▸ Task
The pictures are to be omitted when the entries are reproduced exactly.

▸ Given information
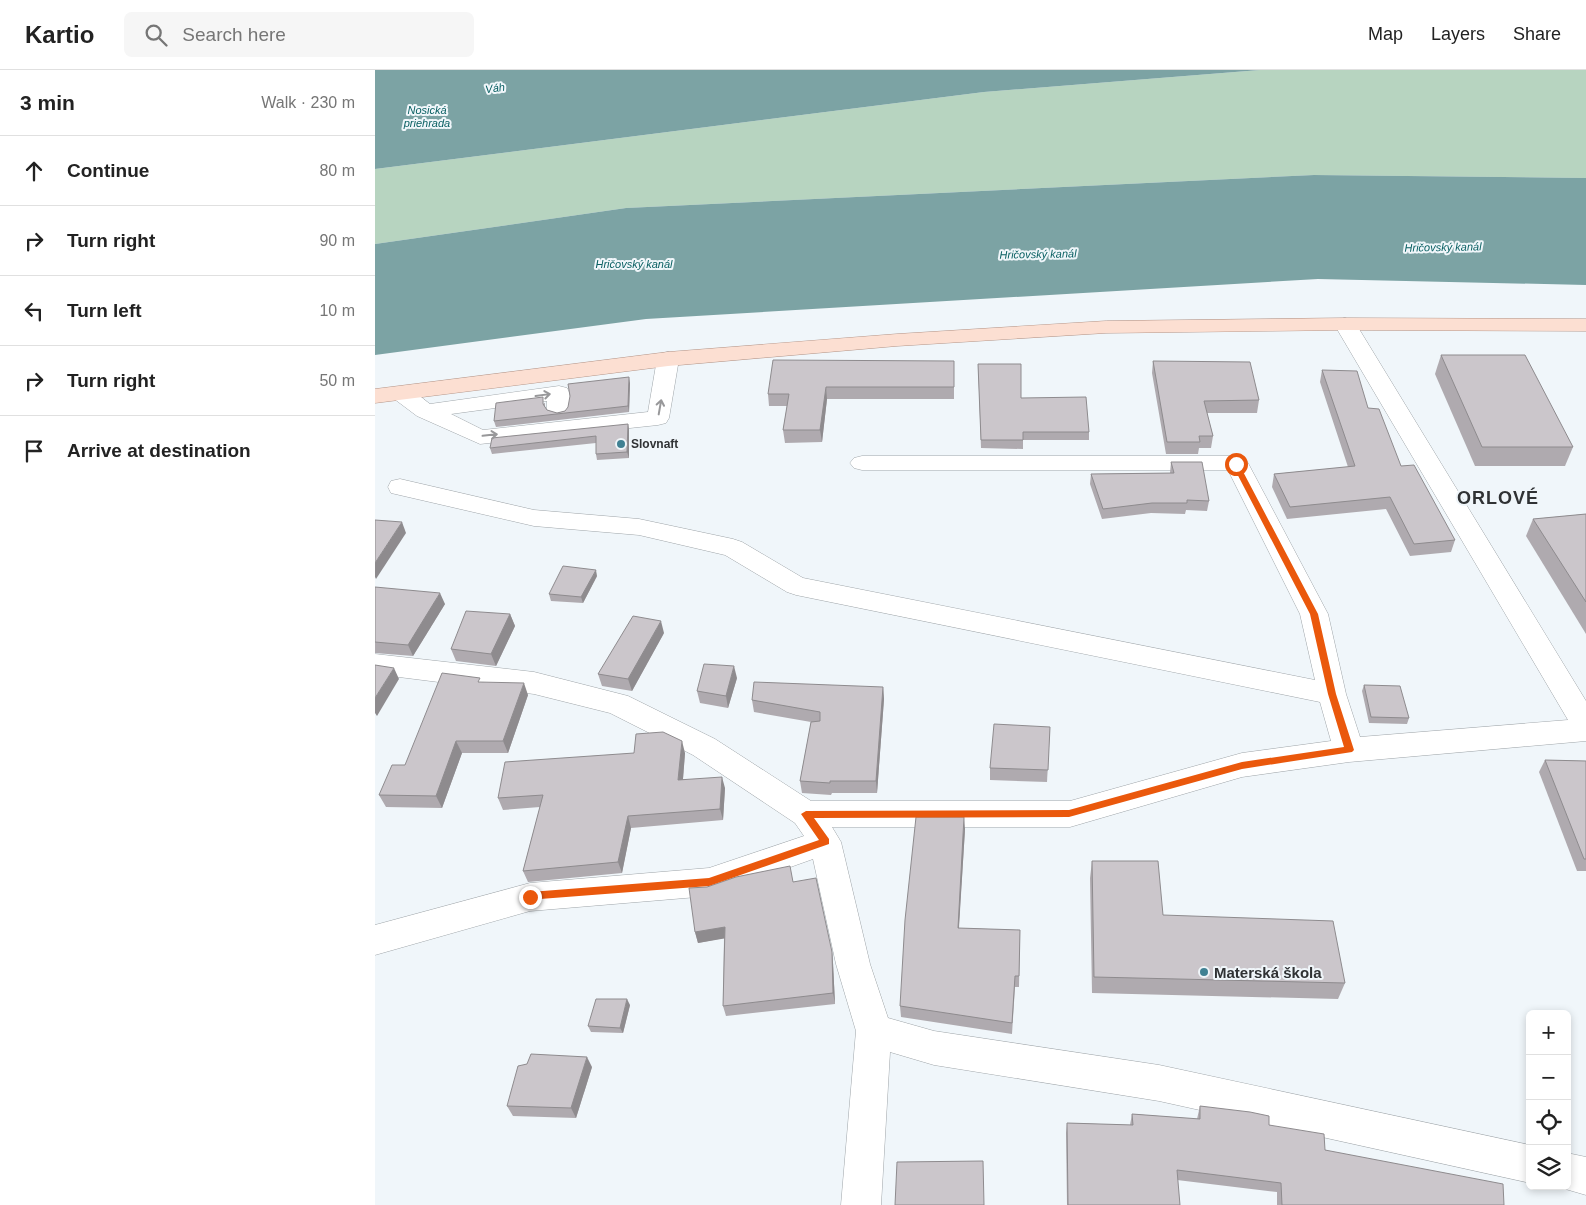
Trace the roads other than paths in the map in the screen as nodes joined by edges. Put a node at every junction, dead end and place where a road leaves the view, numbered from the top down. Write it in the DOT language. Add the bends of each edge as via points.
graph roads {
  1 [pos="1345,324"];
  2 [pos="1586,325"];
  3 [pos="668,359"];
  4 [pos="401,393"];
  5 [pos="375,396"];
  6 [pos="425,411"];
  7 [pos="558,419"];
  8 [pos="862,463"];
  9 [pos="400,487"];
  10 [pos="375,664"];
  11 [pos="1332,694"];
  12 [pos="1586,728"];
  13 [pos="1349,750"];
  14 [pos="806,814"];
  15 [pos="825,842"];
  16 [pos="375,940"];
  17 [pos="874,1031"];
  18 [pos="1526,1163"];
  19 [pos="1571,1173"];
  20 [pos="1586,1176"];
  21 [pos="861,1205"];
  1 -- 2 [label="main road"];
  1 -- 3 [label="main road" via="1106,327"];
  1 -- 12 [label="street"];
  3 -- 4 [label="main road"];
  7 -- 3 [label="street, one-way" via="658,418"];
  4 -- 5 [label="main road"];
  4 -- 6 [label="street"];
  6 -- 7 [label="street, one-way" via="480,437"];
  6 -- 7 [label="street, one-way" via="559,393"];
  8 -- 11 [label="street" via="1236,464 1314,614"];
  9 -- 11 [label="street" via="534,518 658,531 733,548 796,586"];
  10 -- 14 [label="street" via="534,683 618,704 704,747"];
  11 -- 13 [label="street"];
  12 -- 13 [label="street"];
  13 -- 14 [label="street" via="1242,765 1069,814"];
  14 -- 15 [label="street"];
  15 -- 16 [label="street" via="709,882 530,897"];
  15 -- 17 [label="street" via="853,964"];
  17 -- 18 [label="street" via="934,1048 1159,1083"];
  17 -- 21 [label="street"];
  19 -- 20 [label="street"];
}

▸ Completed exercise
Trace the roads other than paths in the map in the screen as nodes joined by edges. Put a node at every junction, dead end and place where a road leaves the view, numbered from the top down. Write it in the DOT language. Add the bends of each edge as via points.
graph roads {
  1 [pos="1345,324"];
  2 [pos="1586,325"];
  3 [pos="668,359"];
  4 [pos="401,393"];
  5 [pos="375,396"];
  6 [pos="425,411"];
  7 [pos="558,419"];
  8 [pos="862,463"];
  9 [pos="400,487"];
  10 [pos="375,664"];
  11 [pos="1332,694"];
  12 [pos="1586,728"];
  13 [pos="1349,750"];
  14 [pos="806,814"];
  15 [pos="825,842"];
  16 [pos="375,940"];
  17 [pos="874,1031"];
  18 [pos="1526,1163"];
  19 [pos="1571,1173"];
  20 [pos="1586,1176"];
  21 [pos="861,1205"];
  1 -- 2 [label="main road"];
  1 -- 3 [label="main road" via="1106,327"];
  1 -- 12 [label="street"];
  3 -- 4 [label="main road"];
  7 -- 3 [label="street, one-way" via="658,418"];
  4 -- 5 [label="main road"];
  4 -- 6 [label="street"];
  6 -- 7 [label="street, one-way" via="480,437"];
  6 -- 7 [label="street, one-way" via="559,393"];
  8 -- 11 [label="street" via="1236,464 1314,614"];
  9 -- 11 [label="street" via="534,518 658,531 733,548 796,586"];
  10 -- 14 [label="street" via="534,683 618,704 704,747"];
  11 -- 13 [label="street"];
  12 -- 13 [label="street"];
  13 -- 14 [label="street" via="1242,765 1069,814"];
  14 -- 15 [label="street"];
  15 -- 16 [label="street" via="709,882 530,897"];
  15 -- 17 [label="street" via="853,964"];
  17 -- 18 [label="street" via="934,1048 1159,1083"];
  17 -- 21 [label="street"];
  19 -- 20 [label="street"];
}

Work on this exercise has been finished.